New Dutch government
to abolish dividend withholding tax and lower corporate income tax rates.
After long negotiations following the Dutch general elections in March 2017, a coalition of four political parties have agreed to form a new government in the Netherlands.
The coalition agreement contains the joint policy decisions that the incoming government intends to execute during its four-year term. This agreement was made public on 10 October 2017. The coalition agreement does not yet provide many details of the proposed measures. Consequently, the exact scope and impact of the measures is still unclear.
The following measures are of particular interest in the field of corporate taxation:
• abolition of the dividend withholding tax:
Currently, all shareholders are, in principle, liable to 15% Dutch dividend withholding tax in respect of dividends paid by a Dutch resident company. Dutch taxpayers can deduct the dividend tax paid from their income tax so in fact they pay nil. However for foreign investors the tax is not deductible if their home country does not allow so.
The abolition will make Dutch companies more attractive for foreign investors.
The coalition agreement does not specify the precise effective date of the abolition but seems to suggest that this measure will take effect as of 2020.

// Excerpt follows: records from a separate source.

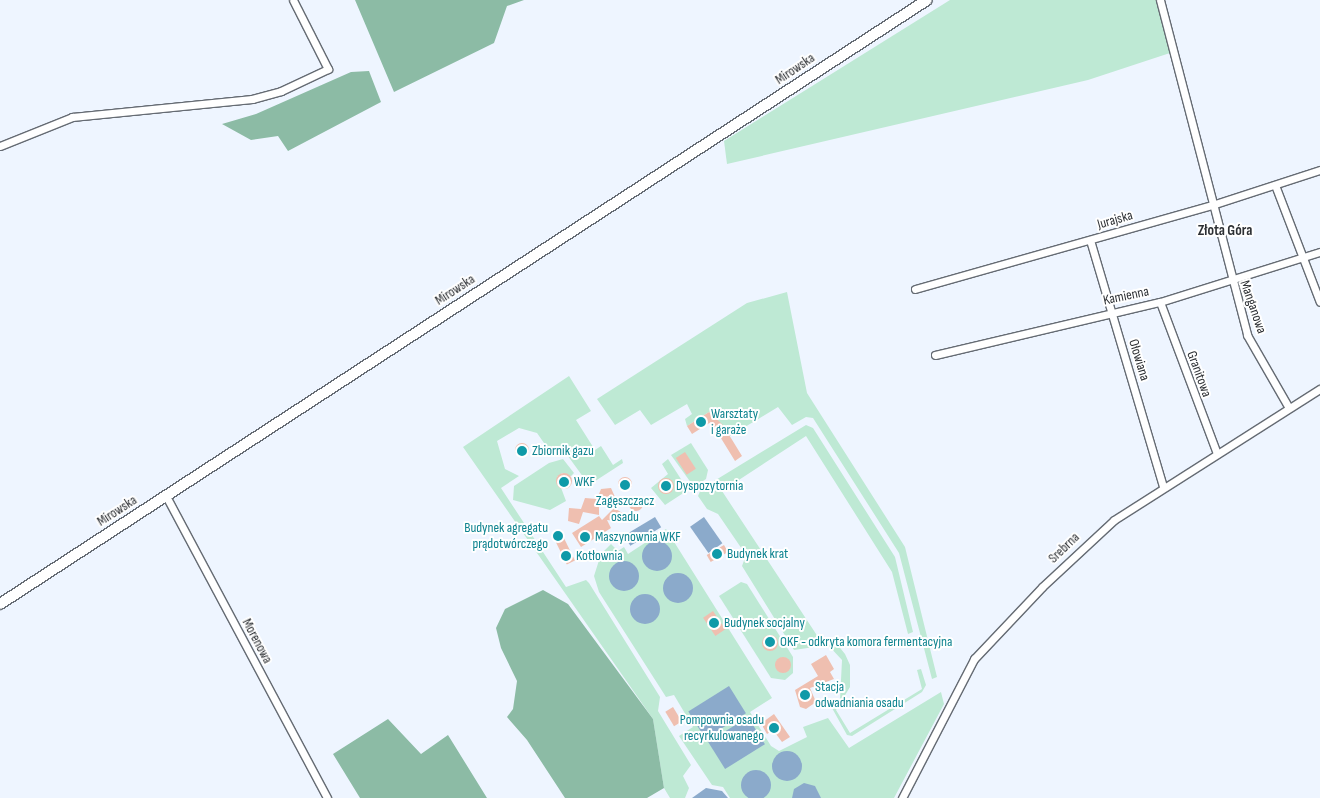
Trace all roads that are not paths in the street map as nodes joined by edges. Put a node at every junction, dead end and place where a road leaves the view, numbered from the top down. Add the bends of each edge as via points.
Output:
1 (293, 0) edge
2 (926, 0) edge
3 (1160, 0) edge
4 (1, 145) edge
5 (1320, 170) edge
6 (1275, 185) junction
7 (1212, 206) junction
8 (1090, 240) junction
9 (1320, 252) edge
10 (1305, 258) junction
11 (1231, 282) junction
12 (915, 289) dead end
13 (1160, 302) junction
14 (1320, 302) edge
15 (1112, 312) junction
16 (935, 355) dead end
17 (1320, 389) edge
18 (1289, 408) junction
19 (1217, 454) junction
20 (1163, 487) junction
21 (166, 496) junction
22 (0, 604) edge
23 (327, 798) edge
24 (902, 798) edge

1 - 4 street via 328,69 281,91 252,100 72,116
2 - 21 street, Mirowska
3 - 7 street, Manganowa via 1173,58 1191,111
5 - 6 street, Jurajska
6 - 7 street, Jurajska
6 - 10 street
7 - 8 street, Jurajska
7 - 11 street, Manganowa
8 - 12 street, Jurajska
8 - 15 street, Ołowiana
9 - 10 street, Kamienna
10 - 11 street, Kamienna
10 - 14 street
11 - 13 street, Kamienna
11 - 18 street, Manganowa via 1247,335
13 - 15 street, Kamienna
13 - 19 street, Granitowa
15 - 16 street, Kamienna
15 - 20 street, Ołowiana
17 - 18 street, Srebrna
18 - 19 street, Srebrna
19 - 20 street, Srebrna
20 - 24 street, Srebrna via 1102,529 974,659
21 - 22 street, Mirowska
21 - 23 street, Morenowa

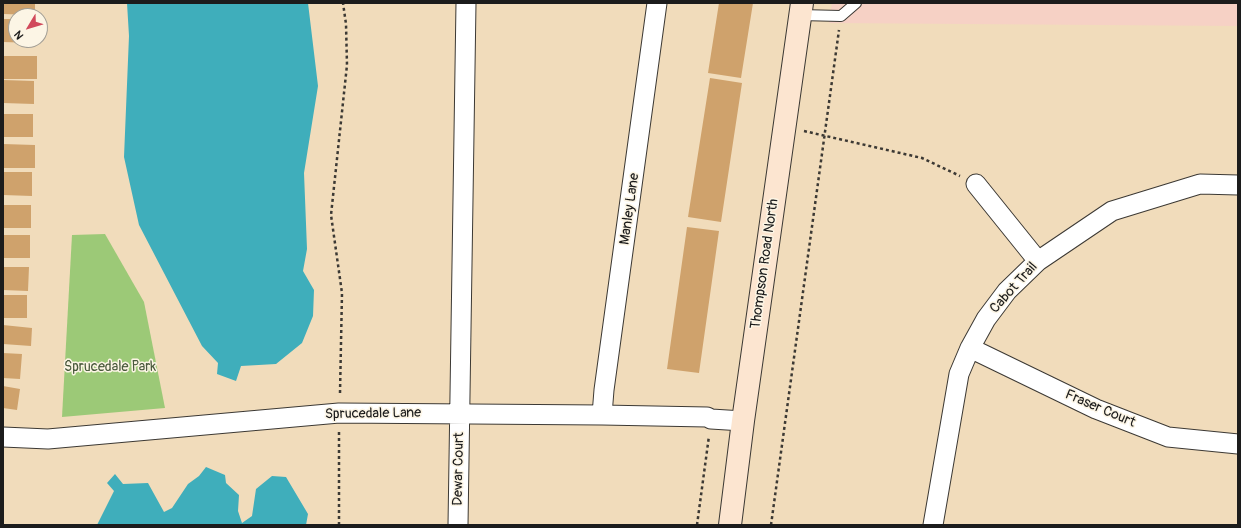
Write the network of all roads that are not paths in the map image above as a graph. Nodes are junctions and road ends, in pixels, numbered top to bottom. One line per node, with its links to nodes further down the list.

In certain situations, distributions before abolition can be made without Dutch dividend withholding tax. This should be checked with a tax lawyer.
• phased reduction of the corporate income tax rate from 25% to 21% between 2019 and 2021:
Overview of the CIT rate reduction implementation:
Taxable income > EUR 200,000Taxable income < EUR 200,000
2018 25% 20%
2019 24% 19%
2020 22.5% 17.5%
2021 21% 16%
• introduction of an “anti-abuse” withholding tax on dividends, royalties and interest paid to very low tax jurisdictions:
The coalition agreement clearly demonstrates an intention to reduce the attractiveness of the Netherlands as a passive flow-through jurisdiction, while also seeking to further improve the country’s attractiveness for active business operations and headquarters. However, the coalition agreement does not offer guidance on the timing and details of the new withholding tax rules; for instance, it is currently unclear what the relevant tax rate(s) will be, when a jurisdiction will qualify as ”low tax”, and (only with respect to dividends) what situations will be regarded as abusive.
In the context of countering tax avoidance through the use of tax havens, the coalition agreement also proposes the introduction of a blacklist of non-cooperative jurisdictions and a country-by-country reporting obligation for multinationals on their activities in blacklisted jurisdictions and EU member states, the latter presumably to facilitate transparency towards EU partners.
• various steps to protect the Dutch corporate income tax base:
example: carry forward of tax losses will be limited to 6 years as opposed to 9 years now.
The new government will have to submit legislative proposals to adopt these measures to the Dutch parliament. It is at this stage, however, not clear when the legislative proposals will be submitted.